***** Data for review *****

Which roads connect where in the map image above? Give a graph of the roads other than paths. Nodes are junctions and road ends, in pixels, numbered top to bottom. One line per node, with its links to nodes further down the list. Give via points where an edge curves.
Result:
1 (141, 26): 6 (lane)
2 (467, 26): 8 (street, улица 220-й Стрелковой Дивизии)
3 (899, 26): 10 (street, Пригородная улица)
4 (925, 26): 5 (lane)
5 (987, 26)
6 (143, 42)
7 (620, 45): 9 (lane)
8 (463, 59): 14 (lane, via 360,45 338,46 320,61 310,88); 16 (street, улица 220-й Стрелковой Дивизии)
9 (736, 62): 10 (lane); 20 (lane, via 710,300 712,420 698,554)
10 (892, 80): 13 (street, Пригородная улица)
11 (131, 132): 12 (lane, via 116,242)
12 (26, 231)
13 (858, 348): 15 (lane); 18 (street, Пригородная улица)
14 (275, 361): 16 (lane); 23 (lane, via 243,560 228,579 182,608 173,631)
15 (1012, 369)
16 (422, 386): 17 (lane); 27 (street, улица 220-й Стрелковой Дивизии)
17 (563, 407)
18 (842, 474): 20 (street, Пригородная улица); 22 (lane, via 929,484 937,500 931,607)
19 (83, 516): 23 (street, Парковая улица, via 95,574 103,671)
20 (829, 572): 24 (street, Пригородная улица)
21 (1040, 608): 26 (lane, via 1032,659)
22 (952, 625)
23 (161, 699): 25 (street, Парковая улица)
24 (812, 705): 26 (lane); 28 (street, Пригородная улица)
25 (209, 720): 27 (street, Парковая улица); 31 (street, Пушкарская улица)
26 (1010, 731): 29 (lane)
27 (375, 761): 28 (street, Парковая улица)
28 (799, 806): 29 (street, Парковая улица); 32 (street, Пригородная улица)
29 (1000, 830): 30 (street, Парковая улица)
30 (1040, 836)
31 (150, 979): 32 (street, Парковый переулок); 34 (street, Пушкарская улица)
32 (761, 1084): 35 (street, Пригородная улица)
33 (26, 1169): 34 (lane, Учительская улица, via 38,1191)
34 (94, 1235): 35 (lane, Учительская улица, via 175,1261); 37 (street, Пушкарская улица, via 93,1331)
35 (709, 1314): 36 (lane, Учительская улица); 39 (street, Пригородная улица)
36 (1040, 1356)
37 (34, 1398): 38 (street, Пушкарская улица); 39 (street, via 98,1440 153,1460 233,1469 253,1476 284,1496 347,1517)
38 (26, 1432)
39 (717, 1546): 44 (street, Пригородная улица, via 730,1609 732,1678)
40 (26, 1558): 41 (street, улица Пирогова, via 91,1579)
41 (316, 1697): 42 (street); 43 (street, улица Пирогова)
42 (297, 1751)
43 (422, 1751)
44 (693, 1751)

*****

Exercise instructions. Reproduce the records above exactly. Leave nothing out.

Answer box.
Which roads connect where in the map image above? Give a graph of the roads other than paths. Nodes are junctions and road ends, in pixels, numbered top to bottom. One line per node, with its links to nodes further down the list. Give via points where an edge curves.
Result:
1 (141, 26): 6 (lane)
2 (467, 26): 8 (street, улица 220-й Стрелковой Дивизии)
3 (899, 26): 10 (street, Пригородная улица)
4 (925, 26): 5 (lane)
5 (987, 26)
6 (143, 42)
7 (620, 45): 9 (lane)
8 (463, 59): 14 (lane, via 360,45 338,46 320,61 310,88); 16 (street, улица 220-й Стрелковой Дивизии)
9 (736, 62): 10 (lane); 20 (lane, via 710,300 712,420 698,554)
10 (892, 80): 13 (street, Пригородная улица)
11 (131, 132): 12 (lane, via 116,242)
12 (26, 231)
13 (858, 348): 15 (lane); 18 (street, Пригородная улица)
14 (275, 361): 16 (lane); 23 (lane, via 243,560 228,579 182,608 173,631)
15 (1012, 369)
16 (422, 386): 17 (lane); 27 (street, улица 220-й Стрелковой Дивизии)
17 (563, 407)
18 (842, 474): 20 (street, Пригородная улица); 22 (lane, via 929,484 937,500 931,607)
19 (83, 516): 23 (street, Парковая улица, via 95,574 103,671)
20 (829, 572): 24 (street, Пригородная улица)
21 (1040, 608): 26 (lane, via 1032,659)
22 (952, 625)
23 (161, 699): 25 (street, Парковая улица)
24 (812, 705): 26 (lane); 28 (street, Пригородная улица)
25 (209, 720): 27 (street, Парковая улица); 31 (street, Пушкарская улица)
26 (1010, 731): 29 (lane)
27 (375, 761): 28 (street, Парковая улица)
28 (799, 806): 29 (street, Парковая улица); 32 (street, Пригородная улица)
29 (1000, 830): 30 (street, Парковая улица)
30 (1040, 836)
31 (150, 979): 32 (street, Парковый переулок); 34 (street, Пушкарская улица)
32 (761, 1084): 35 (street, Пригородная улица)
33 (26, 1169): 34 (lane, Учительская улица, via 38,1191)
34 (94, 1235): 35 (lane, Учительская улица, via 175,1261); 37 (street, Пушкарская улица, via 93,1331)
35 (709, 1314): 36 (lane, Учительская улица); 39 (street, Пригородная улица)
36 (1040, 1356)
37 (34, 1398): 38 (street, Пушкарская улица); 39 (street, via 98,1440 153,1460 233,1469 253,1476 284,1496 347,1517)
38 (26, 1432)
39 (717, 1546): 44 (street, Пригородная улица, via 730,1609 732,1678)
40 (26, 1558): 41 (street, улица Пирогова, via 91,1579)
41 (316, 1697): 42 (street); 43 (street, улица Пирогова)
42 (297, 1751)
43 (422, 1751)
44 (693, 1751)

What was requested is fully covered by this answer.